Suprema Corte di Cassazione
sezione VI
sentenza del 9 gennaio 2013, n. 1038
Ritenuto in fatto e considerato in diritto
D.G. ricorre, a mezzo del suo difensore, avverso la sentenza 19 dicembre 2011 della Corte di appello di Roma che, in riforma della sentenza 5 aprile 2007 del Tribunale di Roma, ha dichiarato non doversi procedere nei confronti dell’imputato per essere il reato di cui all’art. 388 cod. pen. estinto per prescrizione, confermando le statuizioni civili della gravata sentenza.
1.) il capo di imputazione.
D. è accusato, al capo sub C), del reato di cui all’art. 388 comma secondo cod. pen., perché, non ottemperando al provvedimento del Tribunale di Roma del 15/18 febbraio 1999 che lo obbligava ad allontanarsi dalla casa coniugale sita in (…) , provvedimento confermato da quello della Corte d’ Appello di Roma in data 27 maggio 1999, con il quale quest’ ultimo Giudice affidava in via esclusiva, sul presupposto che la grave conflittualità fra i genitori nuocesse loro, le due minori D.G. e Gi. alla madre G.C. , di fatto disattendeva la predetta statuizione adottata nell’interesse delle due bambine. In (…) .
1.) i motivi di impugnazione e le ragioni della decisione di questa Corte.
Con un primo motivo di impugnazione viene dedotta inosservanza ed erronea applicazione della legge in quanto la condotta omissiva contestata (ordine di rilascio della casa coniugale da parte del marito-padre) non costituisce comportamento elusivo penalmente rilevante ex art. 388 comma 2 cod. pen.
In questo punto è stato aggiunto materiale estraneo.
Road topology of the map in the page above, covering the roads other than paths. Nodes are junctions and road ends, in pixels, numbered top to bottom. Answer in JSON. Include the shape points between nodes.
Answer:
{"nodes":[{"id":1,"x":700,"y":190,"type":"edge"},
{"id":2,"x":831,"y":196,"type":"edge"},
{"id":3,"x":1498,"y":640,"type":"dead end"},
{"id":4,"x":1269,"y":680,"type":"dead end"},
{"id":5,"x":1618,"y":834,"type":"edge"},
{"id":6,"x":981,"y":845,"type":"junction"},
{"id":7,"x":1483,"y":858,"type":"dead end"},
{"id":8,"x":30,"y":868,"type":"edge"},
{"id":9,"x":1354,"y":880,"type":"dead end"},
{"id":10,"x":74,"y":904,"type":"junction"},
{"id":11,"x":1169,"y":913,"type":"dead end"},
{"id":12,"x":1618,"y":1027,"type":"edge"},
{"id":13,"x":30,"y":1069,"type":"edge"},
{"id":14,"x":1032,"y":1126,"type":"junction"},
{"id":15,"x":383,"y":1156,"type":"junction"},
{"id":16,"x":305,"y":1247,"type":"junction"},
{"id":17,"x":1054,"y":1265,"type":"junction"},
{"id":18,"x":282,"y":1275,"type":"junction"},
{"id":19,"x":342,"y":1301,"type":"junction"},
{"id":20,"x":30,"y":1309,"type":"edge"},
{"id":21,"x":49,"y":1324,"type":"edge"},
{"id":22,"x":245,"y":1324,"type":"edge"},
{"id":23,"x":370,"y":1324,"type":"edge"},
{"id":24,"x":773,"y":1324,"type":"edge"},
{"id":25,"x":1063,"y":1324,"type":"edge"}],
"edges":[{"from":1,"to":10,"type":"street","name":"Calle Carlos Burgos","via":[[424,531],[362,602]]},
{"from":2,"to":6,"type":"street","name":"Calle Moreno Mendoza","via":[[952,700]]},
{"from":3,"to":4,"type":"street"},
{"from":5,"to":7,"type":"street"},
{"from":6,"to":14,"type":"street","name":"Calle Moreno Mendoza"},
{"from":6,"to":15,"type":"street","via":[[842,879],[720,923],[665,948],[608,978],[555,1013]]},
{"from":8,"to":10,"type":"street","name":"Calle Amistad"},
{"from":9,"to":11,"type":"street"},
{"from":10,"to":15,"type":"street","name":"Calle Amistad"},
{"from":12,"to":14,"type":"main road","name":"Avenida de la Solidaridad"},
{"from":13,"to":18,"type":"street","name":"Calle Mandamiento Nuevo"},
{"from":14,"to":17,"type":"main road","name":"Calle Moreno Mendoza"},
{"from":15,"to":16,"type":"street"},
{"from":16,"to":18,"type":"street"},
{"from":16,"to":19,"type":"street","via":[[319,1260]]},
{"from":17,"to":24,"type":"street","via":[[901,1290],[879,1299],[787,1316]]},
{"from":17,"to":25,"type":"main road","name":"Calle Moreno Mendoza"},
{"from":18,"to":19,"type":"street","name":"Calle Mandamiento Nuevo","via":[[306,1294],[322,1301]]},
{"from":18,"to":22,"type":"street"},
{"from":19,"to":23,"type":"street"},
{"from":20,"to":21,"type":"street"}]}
Con un secondo motivo si lamenta vizio di motivazione per contraddittorietà e manifesta illogicità considerato: a) che l’imputato non è stato oggetto di esecuzione coattiva ma ha volontariamente lasciato l’immobile il 22 novembre 1999 in presenza dell’Ufficiale giudiziario; b) che, contrariamente all’assunto della corte distrettuale, le due minori erano destinatane di un provvedimento di affido congiunto (decreto 18 febbraio 1999 del Tribunale di Roma).
Con un terzo motivo si prospetta violazione di legge, dovendo il reato considerarsi prescritto prima della pronuncia di primo grado, assumendosi quale data di consumazione del reato (non già il 22 novembre 1999, ma il 27 maggio 1999.
Ritiene la corte che il primo motivo sia fondato con conseguente assorbimento delle altre doglianze.
Va infatti premesso, come regola generale per la vantazione delle condotte, sussumibili nello schema dogmatico e nella violazione dei disposti dell’art. 388 comma 2 cod. pen., che non tutti i provvedimenti decisi dal giudice civile nell’interesse del minore trovano sanzione nella detta norma, ma esclusivamente quelli che concernono “l’affidamento” del minore stesso.
In altri termini, il contenuto offensivo sanzionato risulta usualmente espresso dal rifiuto di consegna del figlio al coniuge non affidatario, o dall’inottemperanza dell’obbligo di favorirne gli incontri con le persone stabilite dal giudice (Cass. pen. sez. 6, 37118/2004, r.v. 23024; sezione feriale 34024/2010, r.v. 248182), oppure dalla inosservanza di prescrizioni concernenti i rapporti del figlio con persone diverse da quelle indicate; oppure ancora dalla elusione sostanziale degli obblighi dianzi precisati, mediante comportamenti di carattere omissivo (Cass. pen. sez. 6, 33719/2010, r.v. 248157).
Orbene, siffatto tipico contenuto, attinente alla mancata esecuzione dolosa concernente persone minori, non può dilatarsi, come fatto dalla gravata sentenza, sino a comprendere provvedimenti di ricaduta ed interesse patrimoniale (quali la disponibilità della casa di comune abitazione) che siano, come nella specie, consequenziali alla pronuncia di affidamento della prole (Cass. pen. sez. 6, 20 ottobre 1995, Liserra).
Da ciò l’annullamento senza rinvio della sentenza impugnata perché il fatto non è previsto come reato.
P.Q.M.
annulla senza rinvio la sentenza impugnata perché il fatto non è previsto come reato.